Many of those who spoke on the programme believe that it was easier to deal with the dark time before electricity smoothed out the seasons and brought artificial light (and in some places it didn’t arrive until 1973). ‘We cannot survive without light. But nature concentrates the light in food.’ When communities were self-supporting from the land even in winter, cod liver oil provided vitamin D, reindeer meat gave them vitamin C, and there were always plenty of berries with essential vitamins. ‘People were eating sunshine.’

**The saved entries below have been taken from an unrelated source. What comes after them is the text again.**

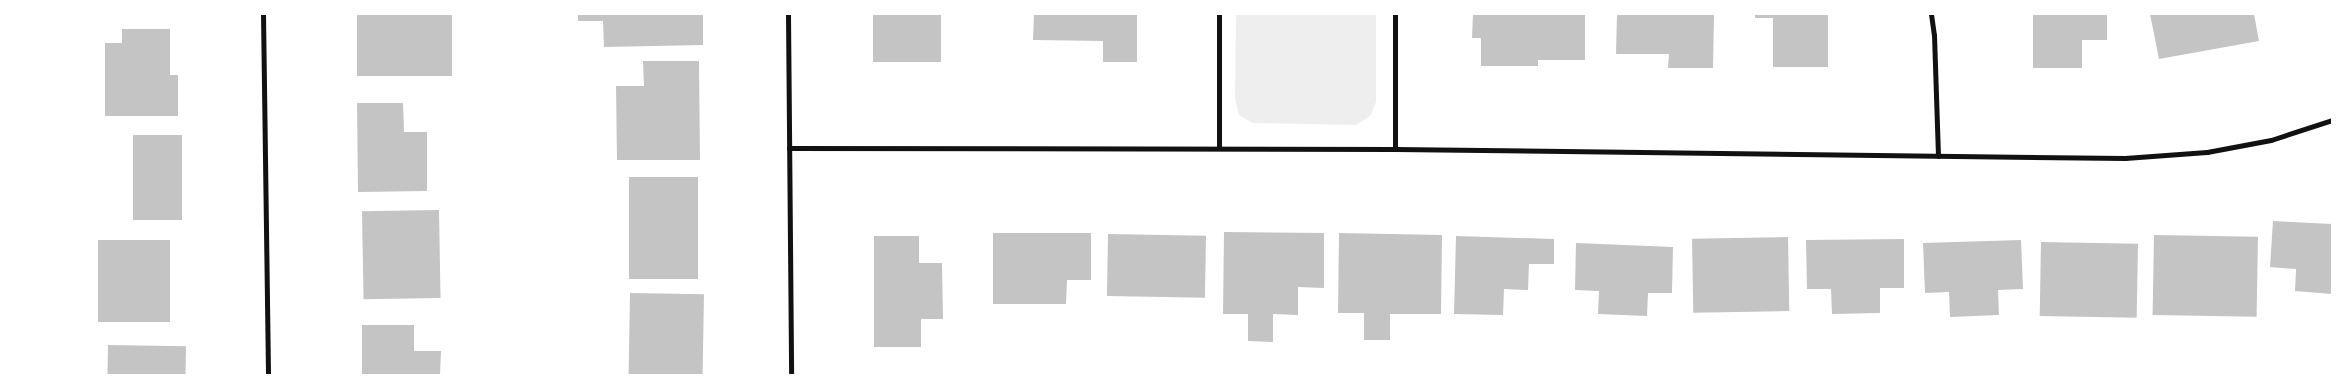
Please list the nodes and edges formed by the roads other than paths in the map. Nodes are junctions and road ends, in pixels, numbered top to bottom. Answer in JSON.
{"nodes":[{"id":1,"x":263,"y":14,"type":"edge"},
{"id":2,"x":788,"y":14,"type":"edge"},
{"id":3,"x":1220,"y":14,"type":"edge"},
{"id":4,"x":1395,"y":14,"type":"edge"},
{"id":5,"x":1931,"y":14,"type":"edge"},
{"id":6,"x":2332,"y":120,"type":"edge"},
{"id":7,"x":789,"y":148,"type":"junction"},
{"id":8,"x":1219,"y":148,"type":"junction"},
{"id":9,"x":1395,"y":149,"type":"junction"},
{"id":10,"x":1938,"y":156,"type":"junction"},
{"id":11,"x":268,"y":375,"type":"edge"},
{"id":12,"x":791,"y":375,"type":"edge"}],
"edges":[{"from":1,"to":11,"type":"street"},
{"from":2,"to":7,"type":"street"},
{"from":3,"to":8,"type":"street"},
{"from":4,"to":9,"type":"street"},
{"from":5,"to":10,"type":"street"},
{"from":6,"to":10,"type":"street"},
{"from":7,"to":8,"type":"street"},
{"from":7,"to":12,"type":"street"},
{"from":8,"to":9,"type":"street"},
{"from":9,"to":10,"type":"street"}]}
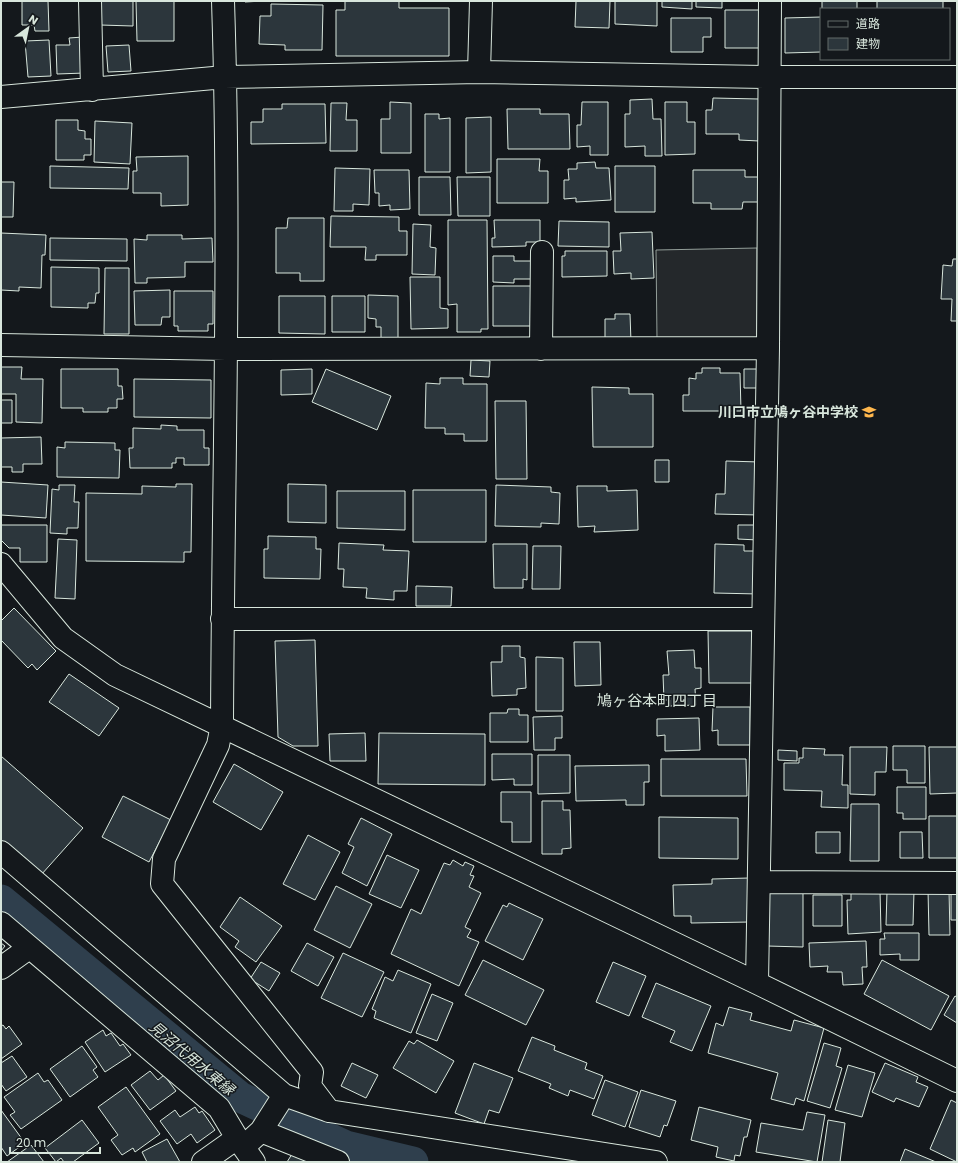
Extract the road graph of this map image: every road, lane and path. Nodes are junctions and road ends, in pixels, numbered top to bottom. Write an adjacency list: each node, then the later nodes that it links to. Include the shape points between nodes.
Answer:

Bleak times are besetting Ambridge as the dastardly Clive Horrobin returns from prison and Bridge Farm is threatened with bankruptcy because of the E. coli alarm. The horrible Horrobins are so much more interesting, and real, than the Archer family, with awful scrounging Tracey, bad boy Clive, and desperately aspirational Susan. Their dramas are both familiar and yet exaggerated enough to make us feel happily divorced from them. Meanwhile Pat Archer is taking us all with her as she plunges down into the depths of despond by looking back to the horrors of 1998.
The daily diet of family ructions and pointless tragedy was so gruesome that I stopped listening overnight and never went back (after decades of dipping in and out). It was like an addict coming clean. But the interests of this column obliged me to tune into it again and now I’m hooked but desperate to get off before the true story behind Sharon Horrobin and John Archer finally unravels. It won’t be good. You can tell that by looking them up on The Archers website. (Yes, I admit, there are better ways to spend your time, but…) Neither of them is listed on the Who’s Who of Ambridge characters, past and present.
We need The Archers to smooth over life’s distresses, without the emotional pain, or to avoid them altogether, as in Lynda Snell and her pantomime antics. Soaps are designed to ameliorate, not aggravate, the daily business of life, so give us a break, team. It’s the ‘dark time’.
Access into other people’s lives, their thoughts and fears, can be an antidote to the seasonal disorder. On Monday morning we heard on Radio 4 from a group of Prisoners’ Women. Most of them had no idea that their partner, husband, child was about to go to prison until receiving a call from the court solicitor. No more information was available. Nothing about which prison, how long for, or how to make contact. They were just left to get on with the mess that was left, the absence, the void.
Now they’ve been brought together by String of Pearls, set up in the south-west by the writer Mary Stephenson after working in prisons and realising that, although there was a lot in place to help prisoners adjust to their experience, there was nothing for their families, their women. A single mother of five sons receives a phone call one night from her middle boy. ‘I’ve stabbed someone,’ he says. She has to tell him to hand himself in to the police. A wife who says her husband committed a ‘white collar’ crime finds herself explaining not just to her children but also telling his parents that their son is in prison.
Every time you visit, they explain, you’re forced to queue up, wait for ages and then go through the Search, which is not at all like airport security. ‘They go through your hair. Look into your mouth…I felt like I was serving my own sentence too.’